Seit mehr als einem Jahrzehnt helfen Notfallpädagogen Kindern und Jugendlichen unmittelbar nach einer Katastrophe mit Instrumenten der Waldorfpädagogik

Bernd Ruf ist seit 13 Jahren als Teamleiter im Einsatz, hier in Indonesien: „Wir versuchen diesen Kindern einen Rhythmus zurückzugeben, der sie wieder halbwegs regelmäßig schlafen und essen lässt“ Foto: Presse- und Öffentlichkeitsarbeit für Notfallpädagogik

Von Dierk Jensen

Der Zyklon „Idai“ brachte im März dieses Jahres Chaos über Mosambik. Zuerst ergoss sich sintflutartiger Regen über das Land im Südosten Afrikas, dann peitschten Stürme mit Windgeschwindigkeiten von über 200 Stundenkilometer über die Siedlungen hinweg.
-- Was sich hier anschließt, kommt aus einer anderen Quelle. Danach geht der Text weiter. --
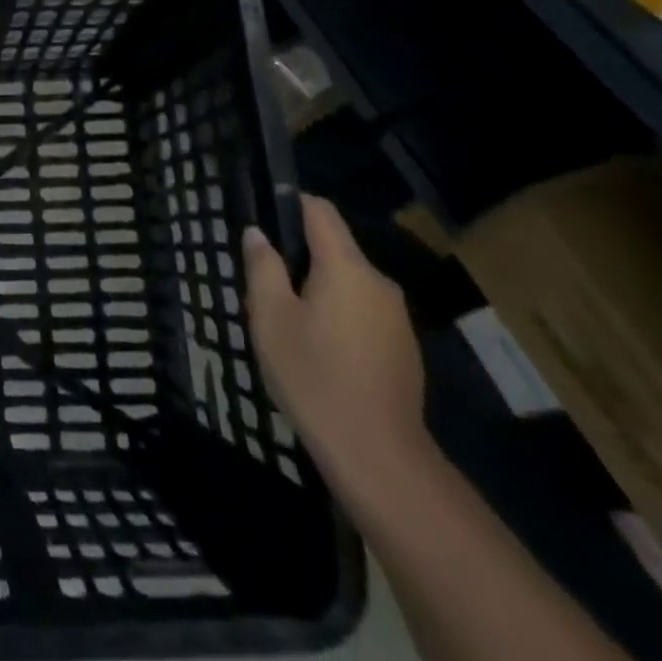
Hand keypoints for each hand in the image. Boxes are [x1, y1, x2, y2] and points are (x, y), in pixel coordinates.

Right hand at [243, 195, 429, 496]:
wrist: (378, 457)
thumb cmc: (314, 376)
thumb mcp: (270, 317)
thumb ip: (263, 267)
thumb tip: (257, 233)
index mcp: (347, 267)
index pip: (320, 210)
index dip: (290, 203)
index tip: (263, 218)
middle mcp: (378, 283)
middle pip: (333, 249)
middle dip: (297, 259)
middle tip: (262, 291)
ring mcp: (396, 318)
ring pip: (347, 283)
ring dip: (316, 291)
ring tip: (286, 326)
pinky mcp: (403, 349)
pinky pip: (362, 312)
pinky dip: (337, 316)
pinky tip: (318, 352)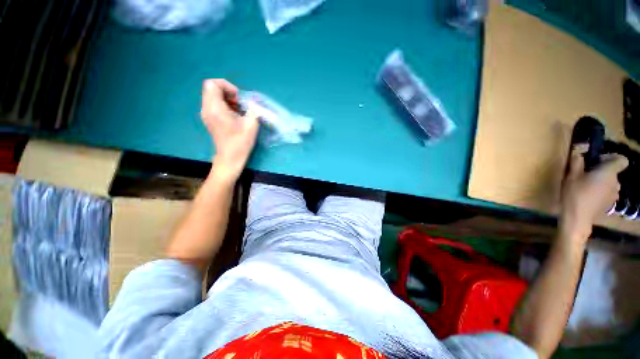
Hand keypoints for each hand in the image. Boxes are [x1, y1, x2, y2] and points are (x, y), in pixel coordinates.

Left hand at [201, 79, 258, 181]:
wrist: (230, 158)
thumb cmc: (241, 142)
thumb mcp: (251, 124)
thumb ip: (253, 109)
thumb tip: (254, 101)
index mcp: (215, 108)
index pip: (212, 84)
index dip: (227, 86)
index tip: (238, 97)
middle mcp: (207, 109)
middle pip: (212, 89)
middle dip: (228, 92)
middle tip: (240, 104)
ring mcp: (206, 114)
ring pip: (213, 96)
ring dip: (227, 99)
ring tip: (239, 110)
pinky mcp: (209, 119)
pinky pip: (214, 105)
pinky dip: (225, 105)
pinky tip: (235, 116)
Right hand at [559, 144, 627, 244]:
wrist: (578, 218)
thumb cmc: (575, 194)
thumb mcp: (571, 175)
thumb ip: (577, 162)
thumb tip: (579, 152)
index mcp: (609, 173)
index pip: (621, 160)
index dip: (612, 158)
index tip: (598, 161)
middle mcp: (616, 182)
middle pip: (613, 172)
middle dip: (602, 171)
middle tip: (585, 175)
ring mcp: (614, 195)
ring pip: (610, 183)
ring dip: (601, 182)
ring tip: (586, 187)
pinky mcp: (609, 204)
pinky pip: (607, 193)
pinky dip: (600, 192)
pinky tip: (588, 197)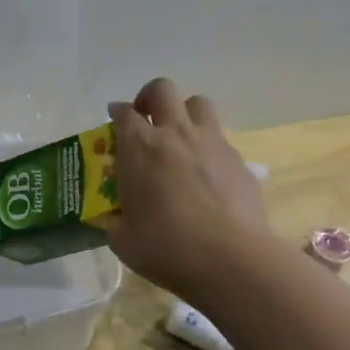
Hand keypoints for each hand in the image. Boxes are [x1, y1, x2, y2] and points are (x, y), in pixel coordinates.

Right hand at [104, 77, 276, 300]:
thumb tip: (110, 217)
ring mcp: (212, 143)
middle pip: (162, 90)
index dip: (116, 114)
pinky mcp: (239, 160)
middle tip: (146, 120)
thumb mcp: (123, 240)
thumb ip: (113, 221)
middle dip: (149, 98)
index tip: (113, 122)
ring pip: (198, 103)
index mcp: (140, 148)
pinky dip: (208, 147)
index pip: (123, 113)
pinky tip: (206, 175)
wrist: (231, 259)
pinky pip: (220, 139)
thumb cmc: (167, 248)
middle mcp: (175, 133)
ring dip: (184, 113)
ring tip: (179, 138)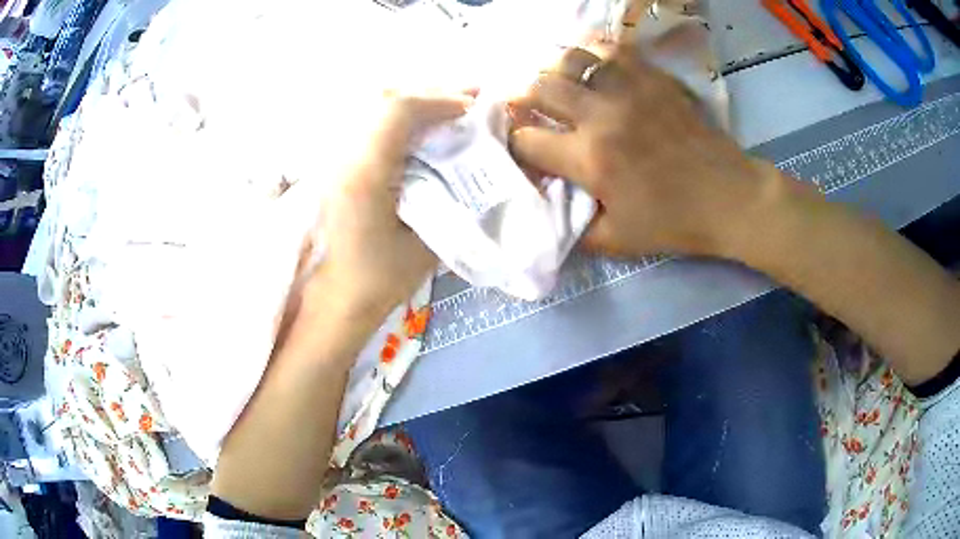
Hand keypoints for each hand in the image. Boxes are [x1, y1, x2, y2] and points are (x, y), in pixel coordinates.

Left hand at [318, 92, 473, 314]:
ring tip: (447, 105)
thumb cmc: (379, 281)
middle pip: (383, 98)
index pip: (397, 110)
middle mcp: (342, 156)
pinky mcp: (333, 163)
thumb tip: (482, 166)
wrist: (333, 297)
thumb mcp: (426, 246)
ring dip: (414, 101)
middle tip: (468, 97)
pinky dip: (397, 115)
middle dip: (430, 93)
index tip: (472, 108)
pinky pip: (367, 121)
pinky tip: (419, 124)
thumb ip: (451, 201)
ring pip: (373, 105)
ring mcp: (332, 157)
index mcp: (363, 175)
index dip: (439, 100)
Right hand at [510, 44, 796, 258]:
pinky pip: (612, 49)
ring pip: (571, 58)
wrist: (728, 197)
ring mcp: (629, 90)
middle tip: (522, 103)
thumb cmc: (674, 222)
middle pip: (539, 88)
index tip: (518, 146)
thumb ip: (575, 228)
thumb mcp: (618, 241)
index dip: (513, 143)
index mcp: (590, 160)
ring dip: (552, 68)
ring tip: (553, 78)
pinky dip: (592, 52)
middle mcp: (601, 116)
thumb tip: (549, 210)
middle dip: (520, 96)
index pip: (527, 140)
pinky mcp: (652, 78)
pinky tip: (590, 62)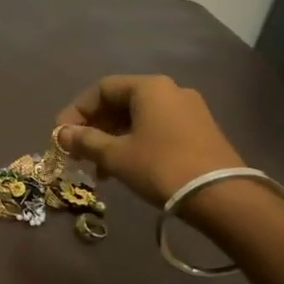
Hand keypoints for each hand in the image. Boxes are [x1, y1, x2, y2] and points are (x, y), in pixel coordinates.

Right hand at [54, 76, 245, 207]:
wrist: (222, 196)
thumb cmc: (161, 167)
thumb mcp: (116, 155)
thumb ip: (85, 141)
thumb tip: (62, 135)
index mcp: (149, 88)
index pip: (102, 89)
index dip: (76, 111)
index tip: (61, 136)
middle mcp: (171, 91)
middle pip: (120, 102)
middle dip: (94, 128)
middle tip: (77, 153)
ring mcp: (189, 111)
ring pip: (138, 119)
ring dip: (112, 140)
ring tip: (98, 169)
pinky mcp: (200, 132)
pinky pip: (156, 130)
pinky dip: (135, 144)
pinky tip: (125, 169)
Weite Teile des Landes standen unter Wasser, viele Menschen wurden von den Fluten in den Tod gerissen. Noch Tage nach dem Unwetter trieben Leichen umher, das gesamte öffentliche Leben lag darnieder und mehrere hunderttausend Menschen wurden obdachlos.

Mittendrin in diesem Elend auch viele Kinder und Jugendliche, die ihr Zuhause, vielleicht sogar ihre Eltern verloren hatten und ihrem Schicksal selbst überlassen waren. „Genau in solchen akuten Situationen greifen wir ein, leisten notfallpädagogische Arbeit, reichen den Kindern unterschiedliche Angebote, um sie sofort psychologisch betreuen zu können“, erklärt Bernd Ruf von der Notfallpädagogik der „Freunde der Erziehungskunst Rudolf Steiners“ mit Sitz in Karlsruhe. „Dabei praktizieren wir keine traumatherapeutische Arbeit, sondern leisten im wahrsten Sinne des Wortes Erste Hilfe, um die Schockstarre überwinden zu helfen und so die akuten Verkrampfungen der Kinder aufzulösen. Wir versuchen diesen Kindern einen Rhythmus zurückzugeben, der sie wieder halbwegs regelmäßig schlafen und essen lässt“, holt Ruf weiter aus, der in den letzten 13 Jahren als Teamleiter schon an vielen Orten Krisenintervention praktiziert hat – in Haiti, in China und eben auch jüngst in Mosambik.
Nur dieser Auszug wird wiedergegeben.